John Henningham is an Australian journalist and journalism educator.
The first Professor of Journalism in Australia, he was also the first Australian to be awarded a PhD in Journalism.

==Early career==
Henningham graduated from the University of Sydney and worked as a journalist with newspapers the Daily Mirror, The Sun and The Australian and the ABC before entering journalism education.

He joined the staff of the University of Queensland in 1978 and was responsible for the university's establishing the Department of Journalism in 1991.

He is founder and director of the journalism college Jschool He was previously head of the Department of Journalism at the University of Queensland.

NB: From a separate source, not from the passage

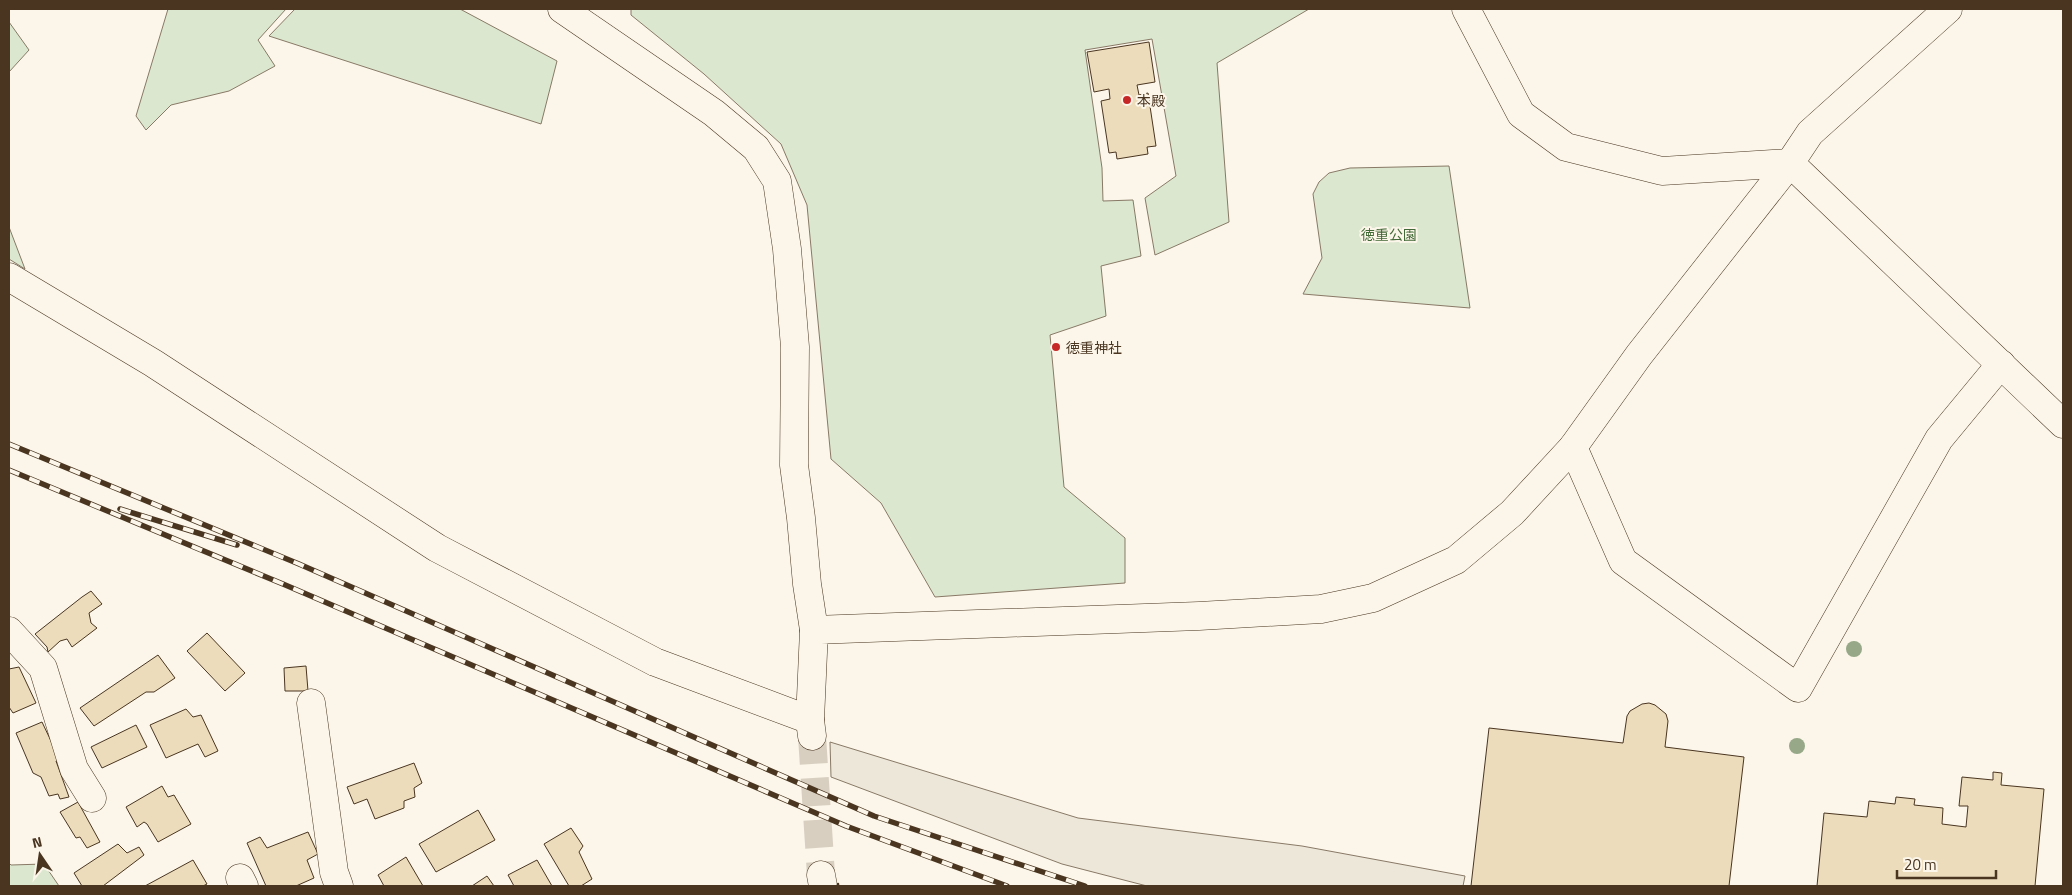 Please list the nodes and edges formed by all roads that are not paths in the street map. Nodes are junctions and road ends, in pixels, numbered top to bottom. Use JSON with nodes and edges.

Henningham has written and edited books, journals, chapters and articles on journalism and the news media, including Looking at Television News, Issues in Australian Journalism, and Institutions in Australian Society, and has been a media commentator in the press and on radio. His best-known research is based on national surveys of journalists in Australia,

He has also been a strong advocate of journalism education, arguing the case for its distinct purpose and the need to separate it from other forms of communication.

Henningham was founding editor of Australian Studies in Journalism and Australian Journalism Monographs and has also edited Australian Journalism Review, published by the Journalism Education Association. He has been a visiting fellow and researcher at the East-West Center, the Reuter Foundation at Green College, Oxford University, and the London College of Printing, as well as visiting professor of journalism at Deakin University, Victoria. He is adjunct professor at University of the Sunshine Coast and a director of the Asia Pacific Journalism Centre.